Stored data
--- START ---

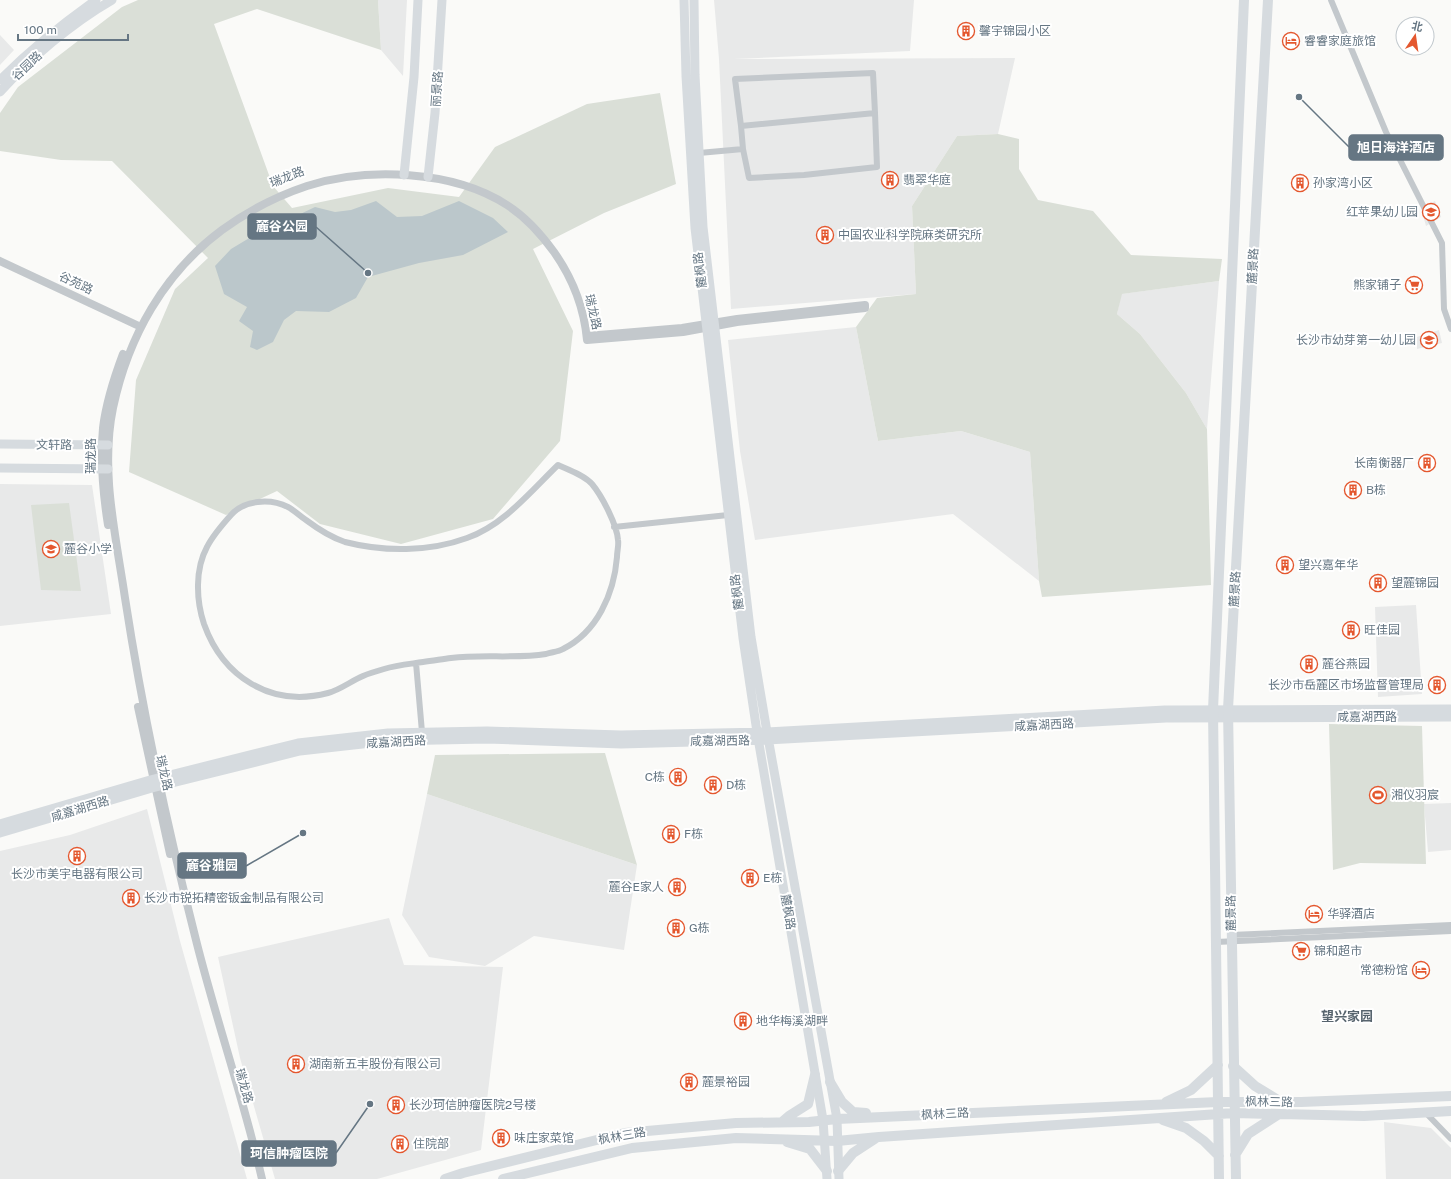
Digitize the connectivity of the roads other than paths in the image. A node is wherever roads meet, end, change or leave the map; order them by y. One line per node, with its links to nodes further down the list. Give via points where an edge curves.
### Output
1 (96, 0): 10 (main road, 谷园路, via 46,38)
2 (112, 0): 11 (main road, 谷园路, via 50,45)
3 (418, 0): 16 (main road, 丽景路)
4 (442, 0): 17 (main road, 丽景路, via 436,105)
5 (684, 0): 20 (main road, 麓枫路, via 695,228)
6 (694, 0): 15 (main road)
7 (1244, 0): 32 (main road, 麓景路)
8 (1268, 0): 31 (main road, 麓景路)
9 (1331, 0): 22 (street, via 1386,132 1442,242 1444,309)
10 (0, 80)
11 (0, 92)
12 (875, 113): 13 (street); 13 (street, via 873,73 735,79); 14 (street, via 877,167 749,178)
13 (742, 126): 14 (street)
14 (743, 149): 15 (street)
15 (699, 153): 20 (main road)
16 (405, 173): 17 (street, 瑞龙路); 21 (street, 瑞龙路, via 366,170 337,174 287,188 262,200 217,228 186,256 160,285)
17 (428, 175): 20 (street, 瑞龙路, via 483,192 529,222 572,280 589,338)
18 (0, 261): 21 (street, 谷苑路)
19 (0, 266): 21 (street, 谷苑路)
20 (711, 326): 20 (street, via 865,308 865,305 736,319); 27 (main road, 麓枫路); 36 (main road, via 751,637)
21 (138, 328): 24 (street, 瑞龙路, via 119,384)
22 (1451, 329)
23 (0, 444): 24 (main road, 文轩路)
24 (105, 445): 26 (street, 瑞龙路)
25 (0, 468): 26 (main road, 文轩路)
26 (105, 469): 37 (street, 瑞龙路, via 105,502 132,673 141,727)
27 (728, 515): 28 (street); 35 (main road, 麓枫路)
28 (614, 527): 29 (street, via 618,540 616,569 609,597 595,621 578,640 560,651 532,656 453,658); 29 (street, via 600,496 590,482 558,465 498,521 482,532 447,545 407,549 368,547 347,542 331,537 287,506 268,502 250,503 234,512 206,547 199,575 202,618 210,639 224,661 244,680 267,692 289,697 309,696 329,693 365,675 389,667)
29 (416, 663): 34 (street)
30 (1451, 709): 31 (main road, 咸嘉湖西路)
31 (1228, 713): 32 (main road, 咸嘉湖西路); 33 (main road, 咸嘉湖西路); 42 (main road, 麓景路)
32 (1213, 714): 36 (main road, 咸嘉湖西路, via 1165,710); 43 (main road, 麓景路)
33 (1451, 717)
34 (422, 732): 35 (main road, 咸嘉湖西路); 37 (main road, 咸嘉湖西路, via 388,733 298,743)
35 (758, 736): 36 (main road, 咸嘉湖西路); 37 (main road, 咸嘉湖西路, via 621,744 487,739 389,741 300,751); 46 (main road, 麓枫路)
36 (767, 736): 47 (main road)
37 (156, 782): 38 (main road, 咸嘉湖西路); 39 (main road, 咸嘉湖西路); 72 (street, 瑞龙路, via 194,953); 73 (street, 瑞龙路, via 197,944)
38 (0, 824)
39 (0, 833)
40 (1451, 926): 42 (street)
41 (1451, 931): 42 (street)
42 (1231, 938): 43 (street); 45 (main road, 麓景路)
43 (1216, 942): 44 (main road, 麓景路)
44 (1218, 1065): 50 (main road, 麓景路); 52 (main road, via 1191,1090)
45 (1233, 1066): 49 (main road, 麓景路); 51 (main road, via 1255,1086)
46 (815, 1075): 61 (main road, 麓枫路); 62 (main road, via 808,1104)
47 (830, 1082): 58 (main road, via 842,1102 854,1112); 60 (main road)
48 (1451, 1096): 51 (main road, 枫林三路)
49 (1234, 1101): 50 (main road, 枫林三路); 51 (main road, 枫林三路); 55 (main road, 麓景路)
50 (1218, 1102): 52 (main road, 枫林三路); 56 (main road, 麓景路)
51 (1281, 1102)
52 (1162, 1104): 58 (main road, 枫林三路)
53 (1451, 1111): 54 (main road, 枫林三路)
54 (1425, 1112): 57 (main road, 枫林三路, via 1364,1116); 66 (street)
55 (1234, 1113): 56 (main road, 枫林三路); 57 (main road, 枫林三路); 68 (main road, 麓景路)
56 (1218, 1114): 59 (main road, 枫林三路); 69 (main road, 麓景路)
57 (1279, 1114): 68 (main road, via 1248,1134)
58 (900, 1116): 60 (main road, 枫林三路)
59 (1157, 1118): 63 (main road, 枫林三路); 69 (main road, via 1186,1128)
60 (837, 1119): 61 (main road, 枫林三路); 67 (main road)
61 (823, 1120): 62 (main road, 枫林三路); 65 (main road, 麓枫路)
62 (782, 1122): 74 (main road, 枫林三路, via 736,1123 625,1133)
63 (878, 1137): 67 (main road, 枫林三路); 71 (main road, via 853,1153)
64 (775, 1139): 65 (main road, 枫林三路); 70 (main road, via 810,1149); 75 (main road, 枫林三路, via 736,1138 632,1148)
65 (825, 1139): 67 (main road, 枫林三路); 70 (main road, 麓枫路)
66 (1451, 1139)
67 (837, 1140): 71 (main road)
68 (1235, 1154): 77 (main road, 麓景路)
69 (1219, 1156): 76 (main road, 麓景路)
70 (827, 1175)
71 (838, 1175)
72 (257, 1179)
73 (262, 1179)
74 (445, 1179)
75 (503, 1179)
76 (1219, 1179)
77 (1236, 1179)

--- END ---

**ABOUT THIS TASK**
Report the lines above that have the word "咸嘉湖西路" in them.

**ANSWER TO THIS EXERCISE**
30 (1451, 709): 31 (main road, 咸嘉湖西路)
31 (1228, 713): 32 (main road, 咸嘉湖西路); 33 (main road, 咸嘉湖西路); 42 (main road, 麓景路)
32 (1213, 714): 36 (main road, 咸嘉湖西路, via 1165,710); 43 (main road, 麓景路)
34 (422, 732): 35 (main road, 咸嘉湖西路); 37 (main road, 咸嘉湖西路, via 388,733 298,743)
35 (758, 736): 36 (main road, 咸嘉湖西路); 37 (main road, 咸嘉湖西路, via 621,744 487,739 389,741 300,751); 46 (main road, 麓枫路)
37 (156, 782): 38 (main road, 咸嘉湖西路); 39 (main road, 咸嘉湖西路); 72 (street, 瑞龙路, via 194,953); 73 (street, 瑞龙路, via 197,944)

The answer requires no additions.